Stored data –

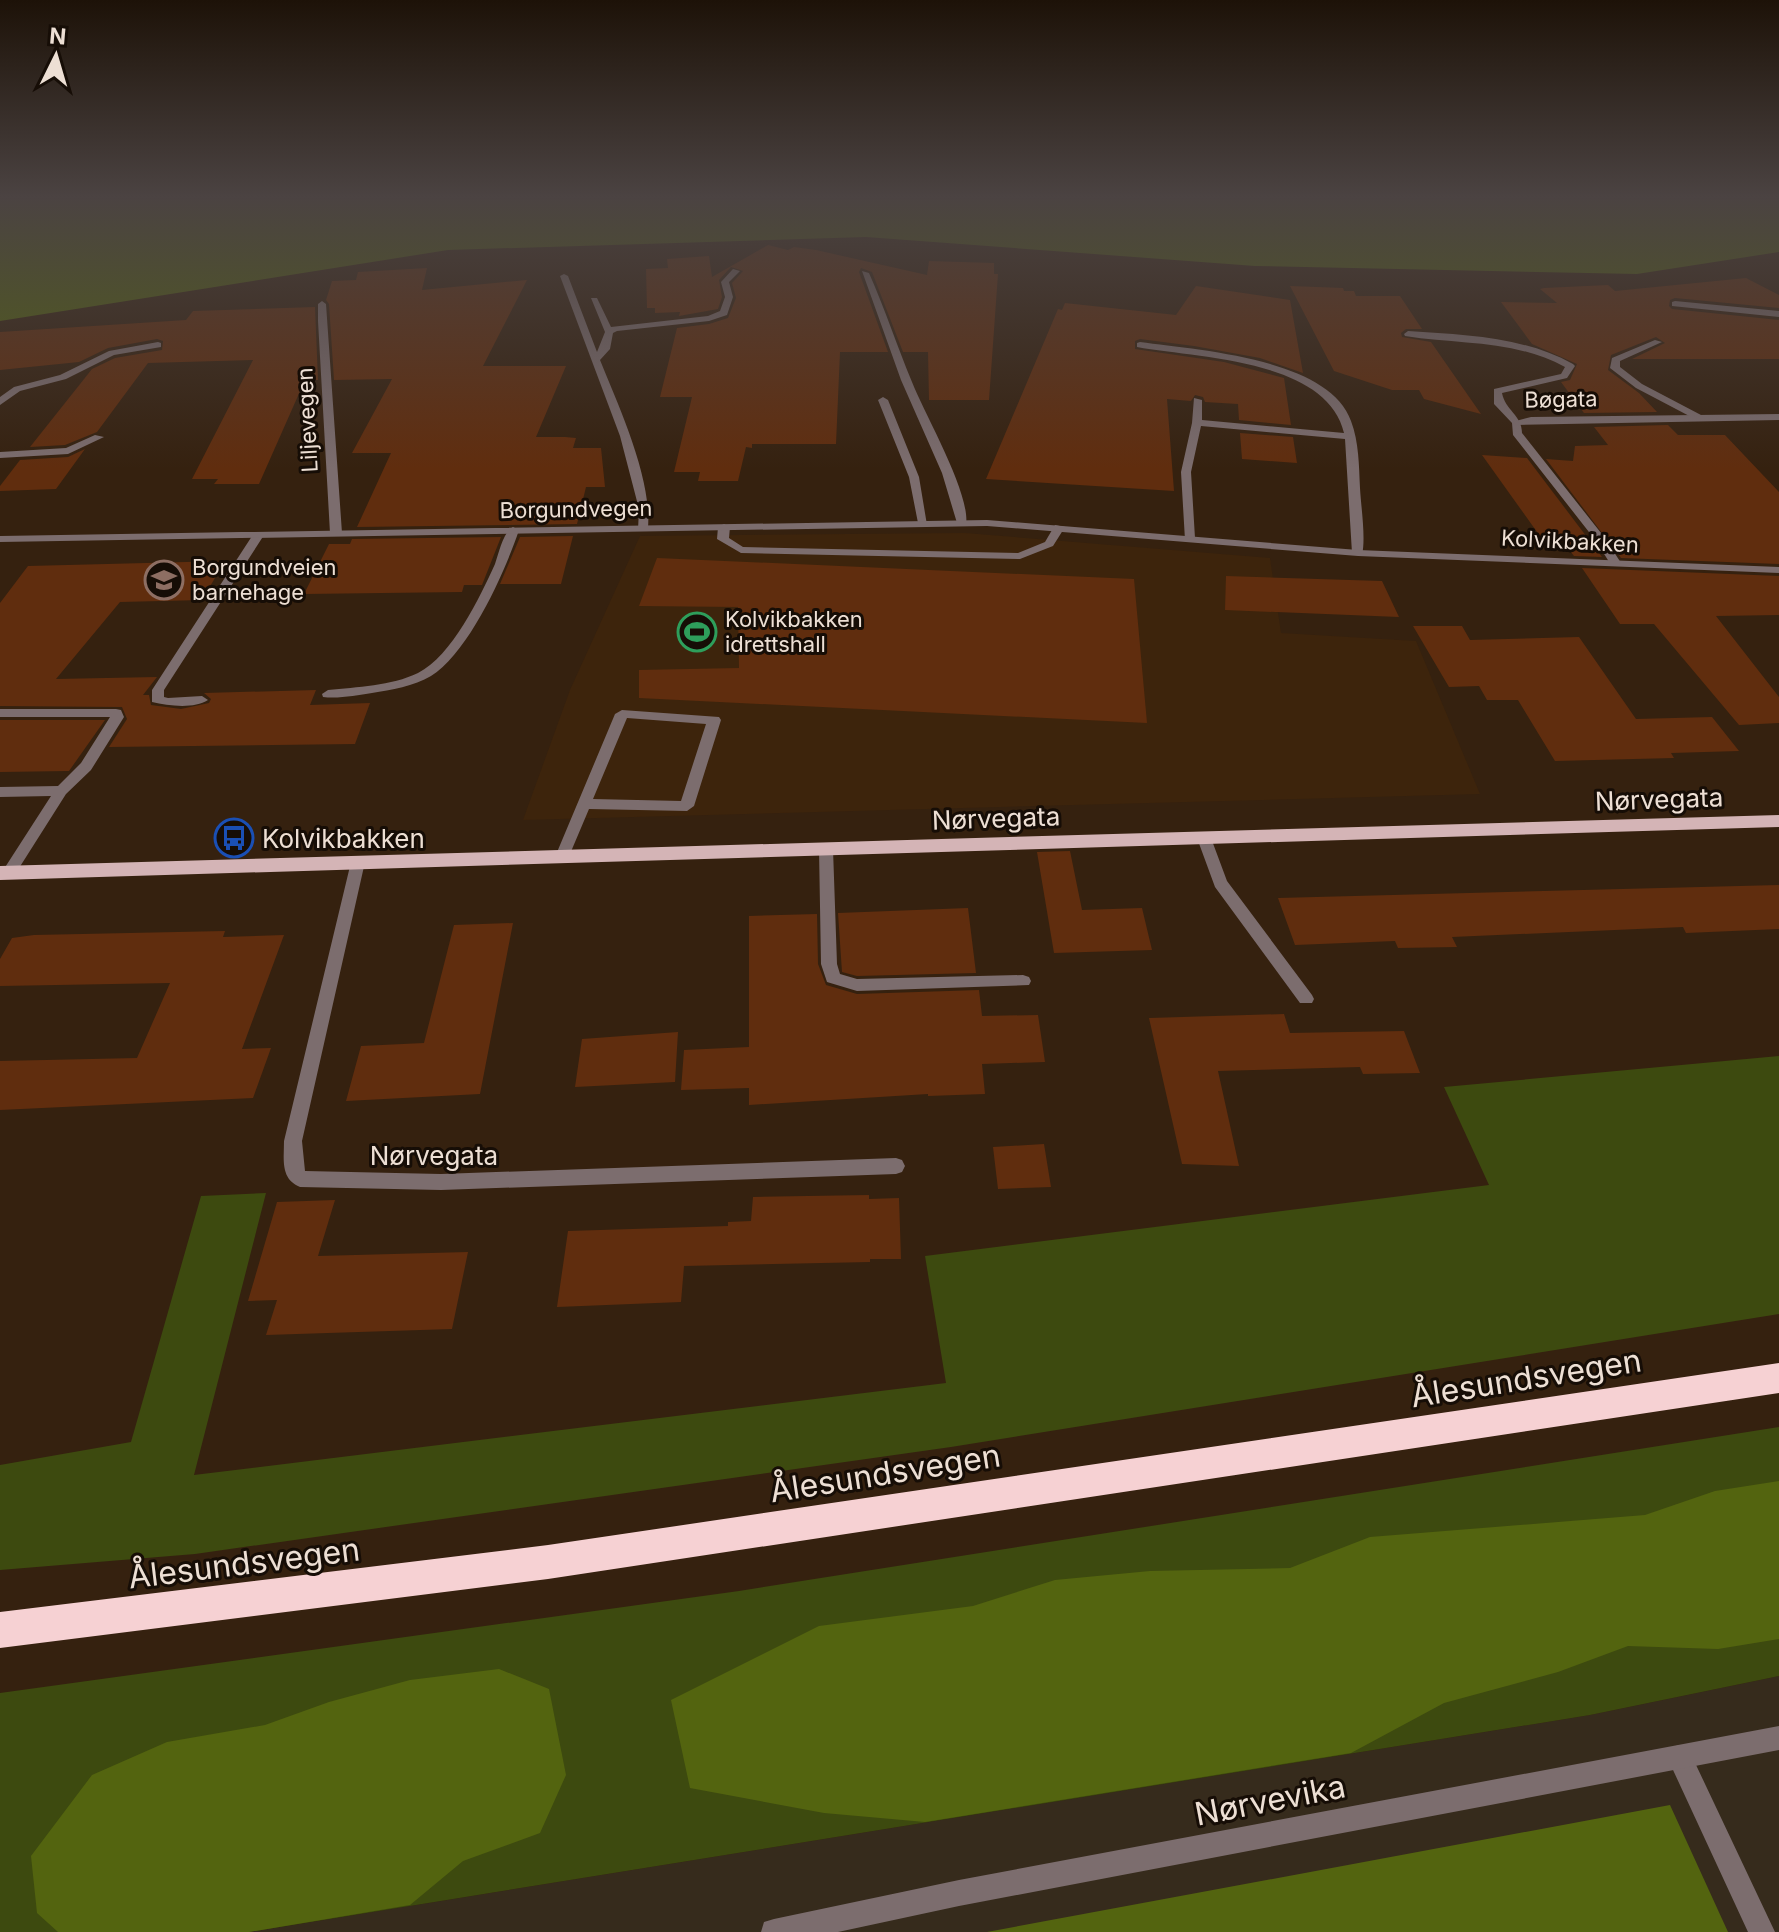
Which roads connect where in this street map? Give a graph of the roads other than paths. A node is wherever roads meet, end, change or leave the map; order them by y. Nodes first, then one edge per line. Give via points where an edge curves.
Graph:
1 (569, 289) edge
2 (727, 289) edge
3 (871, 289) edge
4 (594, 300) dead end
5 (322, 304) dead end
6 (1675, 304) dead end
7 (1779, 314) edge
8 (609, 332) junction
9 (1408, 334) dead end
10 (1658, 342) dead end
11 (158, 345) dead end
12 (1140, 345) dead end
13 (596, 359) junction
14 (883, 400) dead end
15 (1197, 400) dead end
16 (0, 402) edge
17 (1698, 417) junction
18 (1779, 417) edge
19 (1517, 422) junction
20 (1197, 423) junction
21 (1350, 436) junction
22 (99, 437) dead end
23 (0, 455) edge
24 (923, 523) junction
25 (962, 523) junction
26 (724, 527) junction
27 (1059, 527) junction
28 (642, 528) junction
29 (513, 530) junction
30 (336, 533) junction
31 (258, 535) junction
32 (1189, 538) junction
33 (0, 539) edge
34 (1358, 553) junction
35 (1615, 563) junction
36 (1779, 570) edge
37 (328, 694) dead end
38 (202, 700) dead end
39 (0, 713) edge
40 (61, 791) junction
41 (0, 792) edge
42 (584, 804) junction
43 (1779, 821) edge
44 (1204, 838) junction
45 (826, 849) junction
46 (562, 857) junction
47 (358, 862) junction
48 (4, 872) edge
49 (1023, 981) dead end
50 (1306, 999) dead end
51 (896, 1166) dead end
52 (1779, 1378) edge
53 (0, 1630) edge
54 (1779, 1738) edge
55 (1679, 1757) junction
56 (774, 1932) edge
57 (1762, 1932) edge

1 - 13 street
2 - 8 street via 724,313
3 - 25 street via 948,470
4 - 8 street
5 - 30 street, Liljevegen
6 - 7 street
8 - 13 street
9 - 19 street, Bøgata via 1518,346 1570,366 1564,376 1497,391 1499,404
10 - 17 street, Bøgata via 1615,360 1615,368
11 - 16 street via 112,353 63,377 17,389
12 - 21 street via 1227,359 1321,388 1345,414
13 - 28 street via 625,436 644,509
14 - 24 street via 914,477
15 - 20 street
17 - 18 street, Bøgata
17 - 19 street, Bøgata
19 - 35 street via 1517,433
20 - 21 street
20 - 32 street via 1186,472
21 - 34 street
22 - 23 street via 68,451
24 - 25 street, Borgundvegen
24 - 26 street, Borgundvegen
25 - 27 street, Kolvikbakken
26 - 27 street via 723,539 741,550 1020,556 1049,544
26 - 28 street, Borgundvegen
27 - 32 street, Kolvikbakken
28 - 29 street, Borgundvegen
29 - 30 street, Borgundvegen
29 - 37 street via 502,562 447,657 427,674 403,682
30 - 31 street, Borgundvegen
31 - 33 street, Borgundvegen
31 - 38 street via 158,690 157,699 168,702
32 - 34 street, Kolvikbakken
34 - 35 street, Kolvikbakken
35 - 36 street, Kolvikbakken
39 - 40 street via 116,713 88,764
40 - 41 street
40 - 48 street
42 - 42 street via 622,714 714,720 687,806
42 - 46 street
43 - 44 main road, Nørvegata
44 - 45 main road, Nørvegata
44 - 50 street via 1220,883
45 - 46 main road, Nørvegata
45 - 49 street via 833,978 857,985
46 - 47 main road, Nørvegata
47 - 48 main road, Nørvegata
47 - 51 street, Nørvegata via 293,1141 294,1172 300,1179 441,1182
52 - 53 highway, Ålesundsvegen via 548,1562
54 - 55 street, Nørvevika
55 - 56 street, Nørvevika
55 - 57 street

Task details –
Except for pictures, copy the records above exactly.

Answer to this problem –
Which roads connect where in this street map? Give a graph of the roads other than paths. A node is wherever roads meet, end, change or leave the map; order them by y. Nodes first, then one edge per line. Give via points where an edge curves.
Graph:
1 (569, 289) edge
2 (727, 289) edge
3 (871, 289) edge
4 (594, 300) dead end
5 (322, 304) dead end
6 (1675, 304) dead end
7 (1779, 314) edge
8 (609, 332) junction
9 (1408, 334) dead end
10 (1658, 342) dead end
11 (158, 345) dead end
12 (1140, 345) dead end
13 (596, 359) junction
14 (883, 400) dead end
15 (1197, 400) dead end
16 (0, 402) edge
17 (1698, 417) junction
18 (1779, 417) edge
19 (1517, 422) junction
20 (1197, 423) junction
21 (1350, 436) junction
22 (99, 437) dead end
23 (0, 455) edge
24 (923, 523) junction
25 (962, 523) junction
26 (724, 527) junction
27 (1059, 527) junction
28 (642, 528) junction
29 (513, 530) junction
30 (336, 533) junction
31 (258, 535) junction
32 (1189, 538) junction
33 (0, 539) edge
34 (1358, 553) junction
35 (1615, 563) junction
36 (1779, 570) edge
37 (328, 694) dead end
38 (202, 700) dead end
39 (0, 713) edge
40 (61, 791) junction
41 (0, 792) edge
42 (584, 804) junction
43 (1779, 821) edge
44 (1204, 838) junction
45 (826, 849) junction
46 (562, 857) junction
47 (358, 862) junction
48 (4, 872) edge
49 (1023, 981) dead end
50 (1306, 999) dead end
51 (896, 1166) dead end
52 (1779, 1378) edge
53 (0, 1630) edge
54 (1779, 1738) edge
55 (1679, 1757) junction
56 (774, 1932) edge
57 (1762, 1932) edge

1 - 13 street
2 - 8 street via 724,313
3 - 25 street via 948,470
4 - 8 street
5 - 30 street, Liljevegen
6 - 7 street
8 - 13 street
9 - 19 street, Bøgata via 1518,346 1570,366 1564,376 1497,391 1499,404
10 - 17 street, Bøgata via 1615,360 1615,368
11 - 16 street via 112,353 63,377 17,389
12 - 21 street via 1227,359 1321,388 1345,414
13 - 28 street via 625,436 644,509
14 - 24 street via 914,477
15 - 20 street
17 - 18 street, Bøgata
17 - 19 street, Bøgata
19 - 35 street via 1517,433
20 - 21 street
20 - 32 street via 1186,472
21 - 34 street
22 - 23 street via 68,451
24 - 25 street, Borgundvegen
24 - 26 street, Borgundvegen
25 - 27 street, Kolvikbakken
26 - 27 street via 723,539 741,550 1020,556 1049,544
26 - 28 street, Borgundvegen
27 - 32 street, Kolvikbakken
28 - 29 street, Borgundvegen
29 - 30 street, Borgundvegen
29 - 37 street via 502,562 447,657 427,674 403,682
30 - 31 street, Borgundvegen
31 - 33 street, Borgundvegen
31 - 38 street via 158,690 157,699 168,702
32 - 34 street, Kolvikbakken
34 - 35 street, Kolvikbakken
35 - 36 street, Kolvikbakken
39 - 40 street via 116,713 88,764
40 - 41 street
40 - 48 street
42 - 42 street via 622,714 714,720 687,806
42 - 46 street
43 - 44 main road, Nørvegata
44 - 45 main road, Nørvegata
44 - 50 street via 1220,883
45 - 46 main road, Nørvegata
45 - 49 street via 833,978 857,985
46 - 47 main road, Nørvegata
47 - 48 main road, Nørvegata
47 - 51 street, Nørvegata via 293,1141 294,1172 300,1179 441,1182
52 - 53 highway, Ålesundsvegen via 548,1562
54 - 55 street, Nørvevika
55 - 56 street, Nørvevika
55 - 57 street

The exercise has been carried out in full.